In James Munkres's book, product topology on any many sets is defined based on projection mapping which is based on J tuple. This definition seems to be not very intuitive.
Why isn't it defined as:
The product topology on $\prod X_\alpha$ has as subbasis of all sets of the form $\prod U_\alpha$ where $U_\alpha$ is open in $X_\alpha$ for each $\alpha$ and $U_\alpha$ equals $X_\alpha$ except for a single $\alpha$.
On
That's equivalent to the usual definition.
The topology with a certain subset as a subbasis is the topology with the fewest open sets where all elements of that subset is open.
The product topology is the topology with the fewest open sets where every projection is continuous. That is: the preimage of any open set under the projection must be open. That is precisely the definition you give.
On
Equivalently, it's the topology generated by sets of the form $\prod U_i$, where $U_i=X_i$ for all but finitely many $i$. This can be contrasted with the "box topology", where any number of $U_i\ne X_i$.
The product topology makes the product $X=\prod X_i$ a "categorical product".
Also, the product topology satisfies a universal property, namely that any continuous map from another toplogical space to $X$ "factors through" the projections.
It may be easier to understand the definition, as well as its equivalences, in a slightly more general context.
Suppose that for each $j\in J$ we have a topological space $X_j$ and a function $f_j\colon X\to X_j$, where $X$ is just a set. In this scenario we can ask about a topology over $X$ in which each function $f_j$ becomes continuous. One obvious answer could be the discrete topology over $X$. However, this is not good enough, since every function $f\colon X\to Y$ is continuous when $X$ is discrete (and $Y$ is a topological space).
The issue here is that the discrete topology is "too big". So, we could ask about a smaller topology. Actually, let us ask ourselves about the smallest topology over $X$ such that $f_j\colon X\to X_j$ is continuous - when $X$ is endowed with such topology.
Certainly there is such topology, since the intersection of a nonempty family of topologies over $X$ is a topology. Let us call it $\tau$.
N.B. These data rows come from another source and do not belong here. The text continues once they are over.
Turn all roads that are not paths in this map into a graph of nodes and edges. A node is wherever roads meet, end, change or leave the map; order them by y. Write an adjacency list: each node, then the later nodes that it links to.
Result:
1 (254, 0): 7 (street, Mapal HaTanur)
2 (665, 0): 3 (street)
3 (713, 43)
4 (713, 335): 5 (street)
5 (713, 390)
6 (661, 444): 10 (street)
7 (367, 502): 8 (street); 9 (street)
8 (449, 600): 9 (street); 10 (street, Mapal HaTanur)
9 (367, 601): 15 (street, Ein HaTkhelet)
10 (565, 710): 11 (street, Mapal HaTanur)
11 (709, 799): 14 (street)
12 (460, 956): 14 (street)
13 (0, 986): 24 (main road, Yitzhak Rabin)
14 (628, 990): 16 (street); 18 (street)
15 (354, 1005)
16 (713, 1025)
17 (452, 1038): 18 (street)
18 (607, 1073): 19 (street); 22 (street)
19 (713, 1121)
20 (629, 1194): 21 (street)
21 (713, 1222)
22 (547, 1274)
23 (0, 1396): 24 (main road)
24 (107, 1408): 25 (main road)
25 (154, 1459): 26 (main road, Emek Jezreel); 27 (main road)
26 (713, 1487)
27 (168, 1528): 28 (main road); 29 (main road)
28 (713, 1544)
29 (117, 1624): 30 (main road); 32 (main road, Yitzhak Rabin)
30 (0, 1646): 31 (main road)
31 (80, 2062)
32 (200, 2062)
Now, if $\sigma$ is another topology over $X$ such that $f_j\colon (X,\sigma)\to X_j$ is continuous for each $j\in J$, then $f_j^{-1}[U]\in\tau$ whenever $U\subseteq X_j$ is an open set. After some reasoning, it is not hard to see that this shows us that the topology generated by the subbasis $\mathcal{B}=\{f_j^{-1}[U]:j\in J$ and $U\subseteq X_j$ is an open set$\}$ is the least topology over $X$ such that each $f_j\colon X\to X_j$ is continuous. In other words, $\mathcal{B}$ is a subbasis for the topology $\tau$.
So, it is equivalent to define $\tau$ as the topology generated by the subsets $f_j^{-1}[U]$, where $U\subseteq X_j$ is an open set.
Note that your question is a particular case of the above reasoning: just take $X=\prod_{j\in J}X_j$ and let $f_j\colon X\to X_j$ be the $j$-th projection.